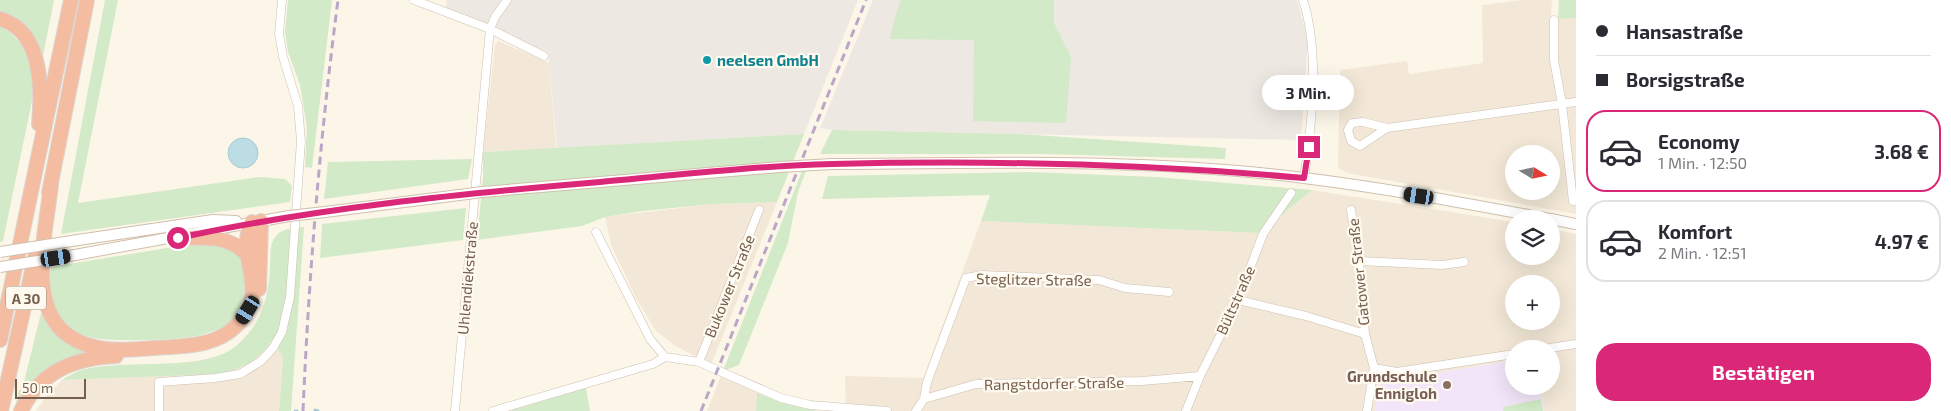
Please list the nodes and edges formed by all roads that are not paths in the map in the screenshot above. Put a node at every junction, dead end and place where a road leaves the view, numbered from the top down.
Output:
1 (71, 0) edge
2 (87, 0) edge
3 (282, 0) edge
4 (414, 0) edge
5 (508, 0) edge
6 (1303, 0) edge
7 (0, 19) edge
8 (1554, 20) dead end
9 (490, 29) junction
10 (544, 56) dead end
11 (1576, 102) edge
12 (1562, 104) junction
13 (1387, 128) junction
14 (1304, 178) junction
15 (51, 185) junction
16 (1291, 193) dead end
17 (1573, 201) dead end
18 (30, 202) junction
19 (759, 210) dead end
20 (1351, 210) dead end
21 (1505, 211) edge
22 (256, 221) junction
23 (1560, 221) edge
24 (1576, 224) edge
25 (596, 232) dead end
26 (178, 238) junction
27 (0, 252) edge
28 (247, 255) junction
29 (1359, 261) junction
30 (1464, 262) dead end
31 (0, 267) edge
32 (1169, 292) dead end
33 (1238, 300) junction
34 (1365, 334) junction
35 (0, 340) edge
36 (1576, 344) edge
37 (1560, 346) edge
38 (1505, 355) edge
39 (665, 357) junction
40 (699, 362) junction
41 (1374, 368) junction
42 (1200, 376) junction
43 (924, 399) junction
44 (0, 411) edge
45 (21, 411) edge
46 (159, 411) edge
47 (455, 411) edge
48 (493, 411) edge
49 (887, 411) edge
50 (916, 411) edge
51 (1186, 411) edge
52 (1366, 411) edge

1 - 18 highway, A 30
2 - 15 highway, A 30
3 - 46 street
4 - 9 street
5 - 9 street, Uhlendiekstraße
6 - 14 street
7 - 18 highway
8 - 12 street
9 - 10 street
9 - 47 street, Uhlendiekstraße
11 - 12 street
12 - 13 street
12 - 17 street
13 - 13 street
14 - 21 main road
14 - 22 main road, bridge
15 - 28 highway
15 - 44 highway, A 30
16 - 33 street, Bültstraße
18 - 35 highway, A 30
19 - 40 street, Bukower Straße
20 - 29 street, Gatower Straße
22 - 26 main road
22 - 27 main road, bridge
22 - 28 highway
22 - 45 highway
23 - 24 main road
25 - 39 street
26 - 28 highway
26 - 31 main road, bridge
29 - 30 street
29 - 34 street, Gatower Straße
32 - 43 street, Steglitzer Straße
33 - 34 street, Gatower Straße
33 - 42 street, Bültstraße
34 - 41 street, Gatower Straße
36 - 37 street
38 - 41 street
39 - 40 street
39 - 48 street
40 - 49 street
41 - 52 street
42 - 43 street, Rangstdorfer Straße
42 - 51 street, Bültstraße
43 - 50 street

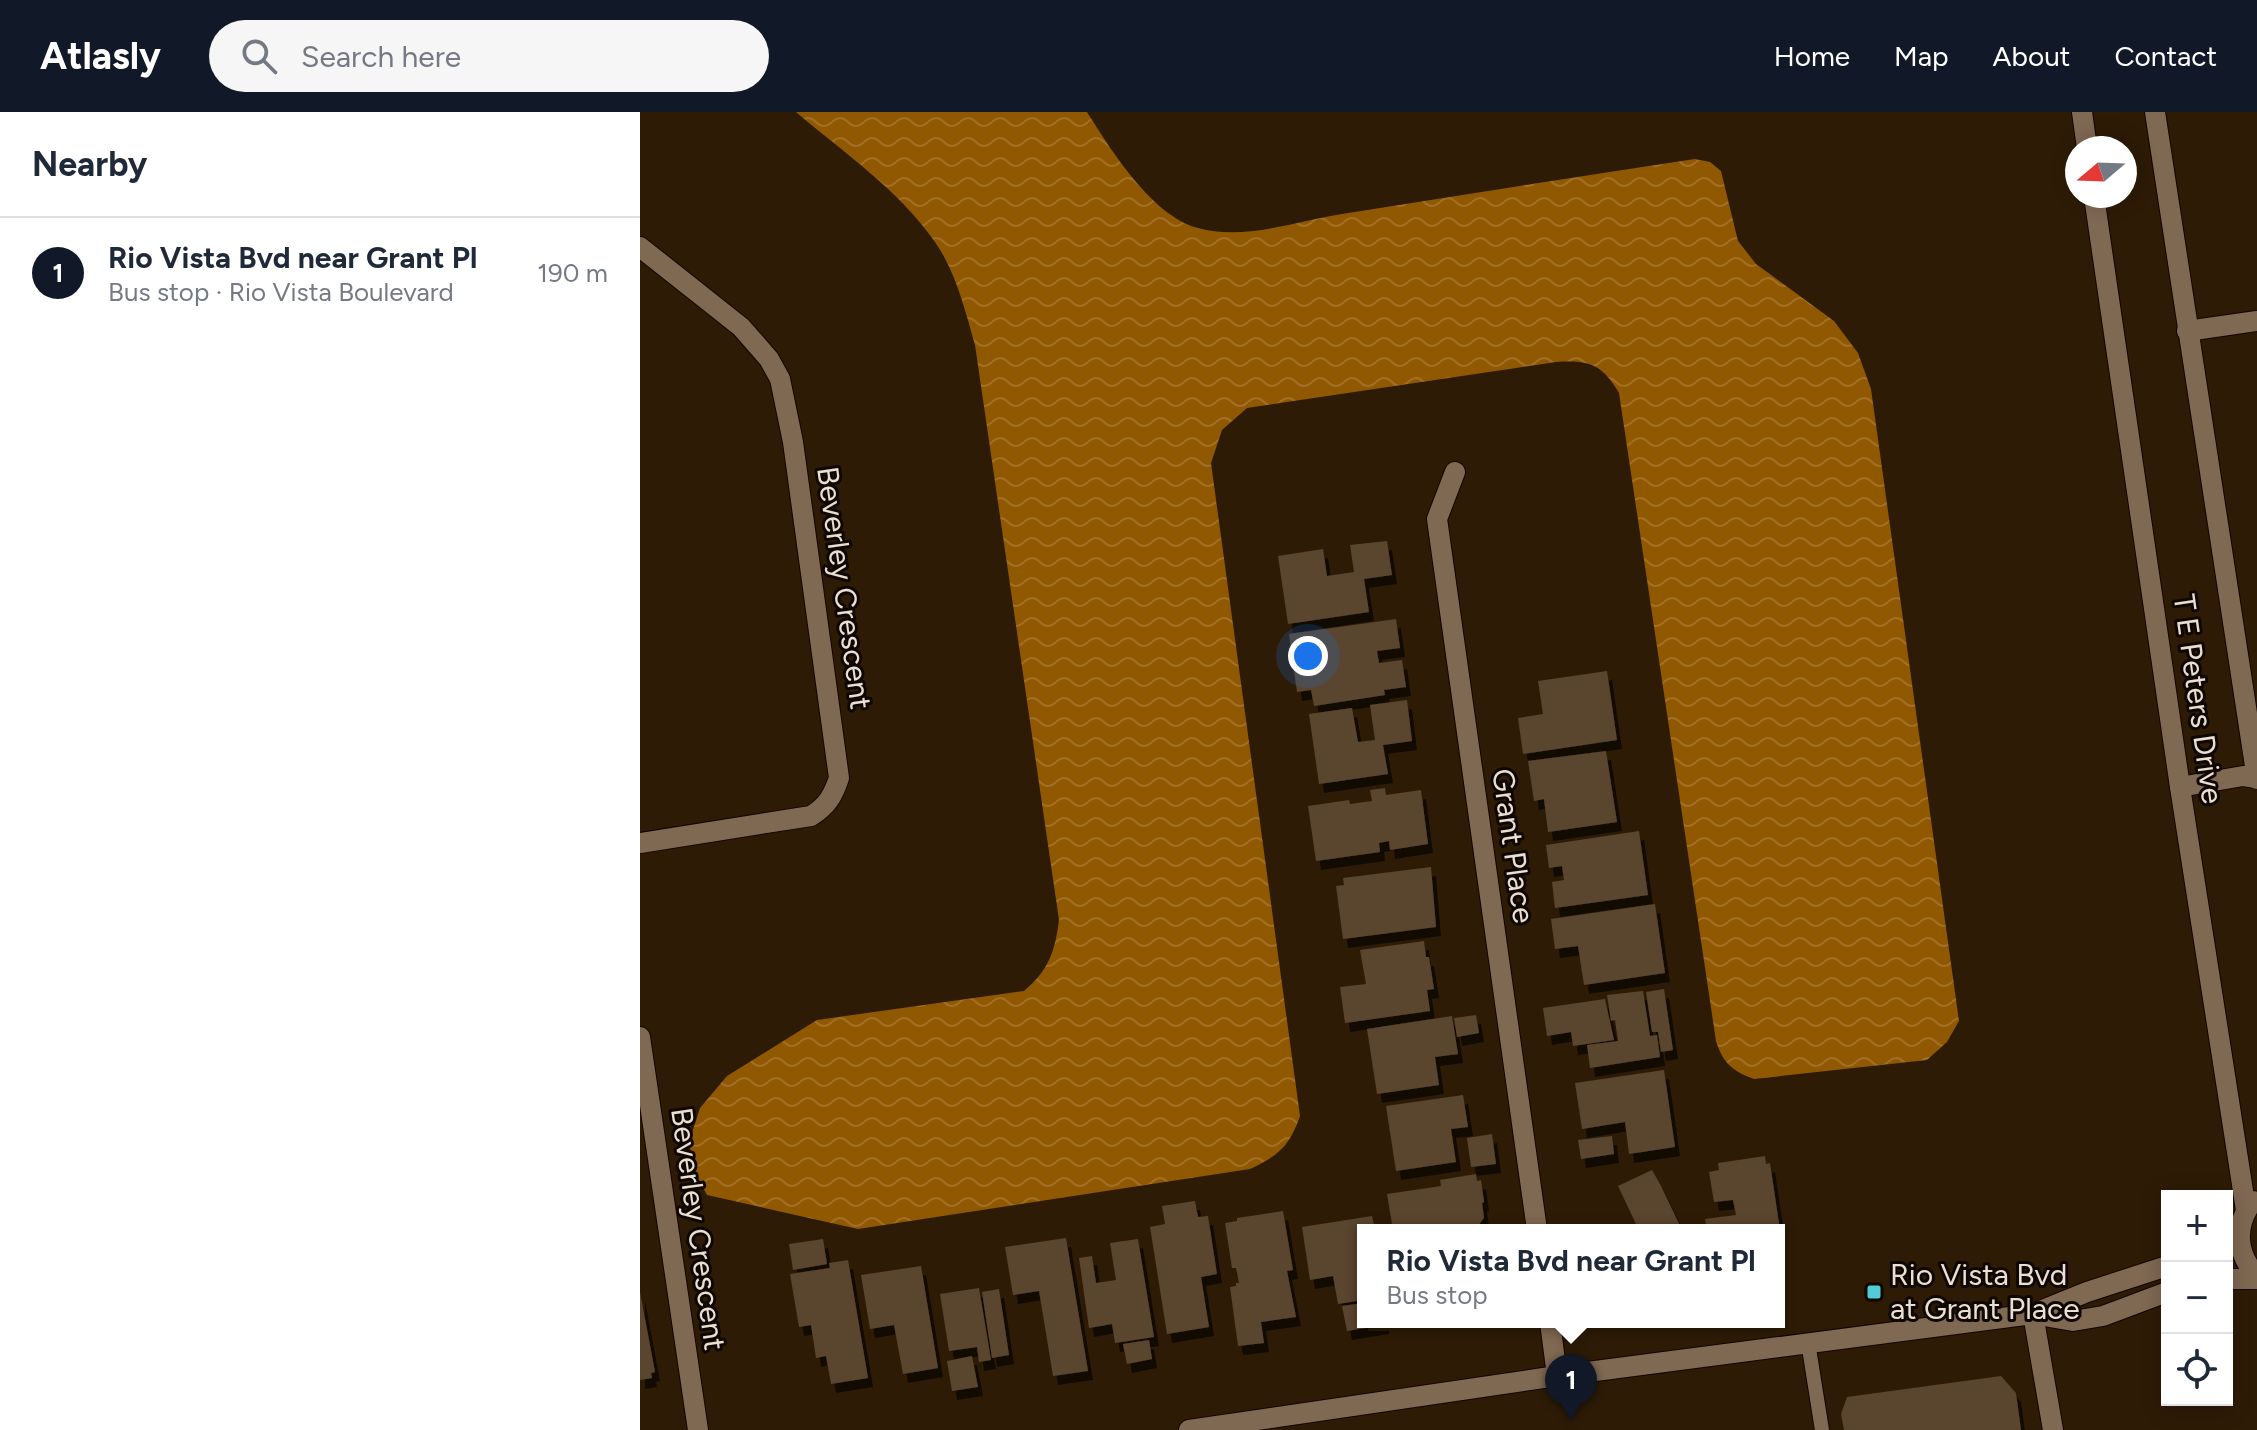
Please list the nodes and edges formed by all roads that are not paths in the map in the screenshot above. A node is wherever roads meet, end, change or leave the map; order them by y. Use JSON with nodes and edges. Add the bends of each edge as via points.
{"nodes":[{"id":1,"x":2082,"y":112,"type":"edge"},
{"id":2,"x":2155,"y":112,"type":"edge"},
{"id":3,"x":2085,"y":136,"type":"edge"},
{"id":4,"x":2096,"y":208,"type":"edge"},
{"id":5,"x":640,"y":247,"type":"edge"},
{"id":6,"x":2257,"y":321,"type":"edge"},
{"id":7,"x":2187,"y":331,"type":"junction"},
{"id":8,"x":1455,"y":472,"type":"dead end"},
{"id":9,"x":2257,"y":779,"type":"edge"},
{"id":10,"x":2180,"y":787,"type":"junction"},
{"id":11,"x":640,"y":843,"type":"edge"},
{"id":12,"x":640,"y":1037,"type":"edge"},
{"id":13,"x":2242,"y":1218,"type":"edge"},
{"id":14,"x":1536,"y":1224,"type":"edge"},
{"id":15,"x":2161,"y":1268,"type":"edge"},
{"id":16,"x":2257,"y":1278,"type":"edge"},
{"id":17,"x":2233,"y":1279,"type":"edge"},
{"id":18,"x":2161,"y":1294,"type":"edge"},
{"id":19,"x":2033,"y":1314,"type":"junction"},
{"id":20,"x":1551,"y":1328,"type":"edge"},
{"id":21,"x":1808,"y":1342,"type":"junction"},
{"id":22,"x":1557,"y":1376,"type":"junction"},
{"id":23,"x":698,"y":1430,"type":"edge"},
{"id":24,"x":1189,"y":1430,"type":"edge"},
{"id":25,"x":1822,"y":1430,"type":"edge"},
{"id":26,"x":2053,"y":1430,"type":"edge"}],
"edges":[{"from":1,"to":3,"type":"street"},
{"from":2,"to":7,"type":"street","name":"T E Peters Drive"},
{"from":4,"to":10,"type":"street","name":"T E Peters Drive"},
{"from":5,"to":11,"type":"street","name":"Beverley Crescent","via":[[741,327],[780,379],[796,458],[839,778],[833,796],[811,816]]},
{"from":6,"to":7,"type":"street"},
{"from":7,"to":9,"type":"street","name":"T E Peters Drive"},
{"from":8,"to":14,"type":"street","name":"Grant Place","via":[[1437,519]]},
{"from":9,"to":10,"type":"street","via":[[2243,776]]},
{"from":10,"to":13,"type":"street","name":"T E Peters Drive"},
{"from":12,"to":23,"type":"street","name":"Beverley Crescent"},
{"from":13,"to":16,"type":"street","name":"T E Peters Drive","via":[[2243,1256]]},
{"from":15,"to":19,"type":"street"},
{"from":16,"to":17,"type":"street"},
{"from":18,"to":19,"type":"street","via":[[2073,1321]]},
{"from":19,"to":21,"type":"street"},
{"from":19,"to":26,"type":"street"},
{"from":20,"to":22,"type":"street"},
{"from":21,"to":22,"type":"street"},
{"from":21,"to":25,"type":"lane"},
{"from":22,"to":24,"type":"street"}]}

══════

▸ **Aim of the task**
This task calls for each line of the material that contains "Crescent".

▸ **Your solution**
{"from":5,"to":11,"type":"street","name":"Beverley Crescent","via":[[741,327],[780,379],[796,458],[839,778],[833,796],[811,816]]},
{"from":12,"to":23,"type":"street","name":"Beverley Crescent"},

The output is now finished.